Le palais des Tournelles ayant été détruit presque de fond en comble en 1565, on put faire un chemin qui conduisoit en droite ligne de l'église de la Couture Sainte-Catherine à la porte Saint-Antoine, et qui se trouve aujourd'hui couvert de maisons: ce seroit la _rue Sainte-Catherine_. La rue _d'Orléans_ semble être le chemin qui conduit à la Bastille et à l'Arsenal. On sait que le duc d'Orléans avoit un hôtel situé en cet endroit, et qui fait partie des jardins de l'Arsenal. La rue de _la Royne_ pourroit être le passage qui conduisoit au cimetière Saint-Paul et aux charniers, lesquels subsistoient encore vers la fin du dix-huitième siècle. Jaillot avoit vu cependant un ancien plan manuscrit de la censive et des terrains dépendants du monastère de la culture Sainte-Catherine, sur lequel ce passage étoit indiqué sous le nom de _rue aux Lyons_. La rue _Royale_ semble être représentée par le cul-de-sac Guémené.]
_Rue du Faubourg-Saint-Antoine._ Elle commence à la porte Saint-Antoine, et finit à l'endroit dit le _Trône_. On l'appeloit anciennement la _chaussée Saint-Antoine_, et ce nom elle le portoit encore en 1632[730].
[Note 730: Dans cette même rue, et un peu avant celle de Saint-Bernard qui vient y aboutir, il y a un cul-de-sac nommé des _Forges Royales_.]
_Rue des Fossés-Saint-Antoine._ Elle règne le long des Fossés depuis la rue du faubourg jusqu'à la rivière; on la nomme aussi rue de la Contrescarpe.
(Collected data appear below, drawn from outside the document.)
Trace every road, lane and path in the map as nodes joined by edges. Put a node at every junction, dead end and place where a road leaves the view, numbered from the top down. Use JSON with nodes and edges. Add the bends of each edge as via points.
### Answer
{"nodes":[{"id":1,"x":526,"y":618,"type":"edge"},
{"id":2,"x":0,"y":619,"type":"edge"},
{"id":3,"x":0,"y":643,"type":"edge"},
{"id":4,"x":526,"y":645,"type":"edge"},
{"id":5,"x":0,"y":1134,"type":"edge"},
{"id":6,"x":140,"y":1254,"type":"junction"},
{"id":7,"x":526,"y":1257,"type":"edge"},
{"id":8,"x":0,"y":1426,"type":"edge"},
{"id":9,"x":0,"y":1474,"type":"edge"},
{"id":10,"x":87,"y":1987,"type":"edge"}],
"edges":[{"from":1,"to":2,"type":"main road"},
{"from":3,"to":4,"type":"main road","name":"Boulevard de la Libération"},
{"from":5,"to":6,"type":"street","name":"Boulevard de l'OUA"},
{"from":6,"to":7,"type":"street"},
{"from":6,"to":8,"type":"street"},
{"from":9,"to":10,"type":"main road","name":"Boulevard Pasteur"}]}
_Rue des Ballets._ Elle aboutit à la rue Saint-Antoine et à celle du Roi-de-Sicile. Sauval[731] a pensé que la famille des _Baillet_ avoit pu donner son nom à cette rue, et que le peuple l'aura corrompu en l'appelant rue des Ballets au lieu de _rue des Baillet_; mais il n'en donne aucune preuve. Guillot et le rôle de taxe de 1313 n'en parlent point. La liste du quinzième siècle et le censier de l'archevêché de 1495 en font mention sous le nom de _rue des Ballays_; et celui de Saint-Éloi, en 1613, énonce une maison au coin de la _rue des Balloys_, acquise par la ville, pour agrandir cette rue. Cette orthographe détruit l'étymologie que Sauval en a donnée.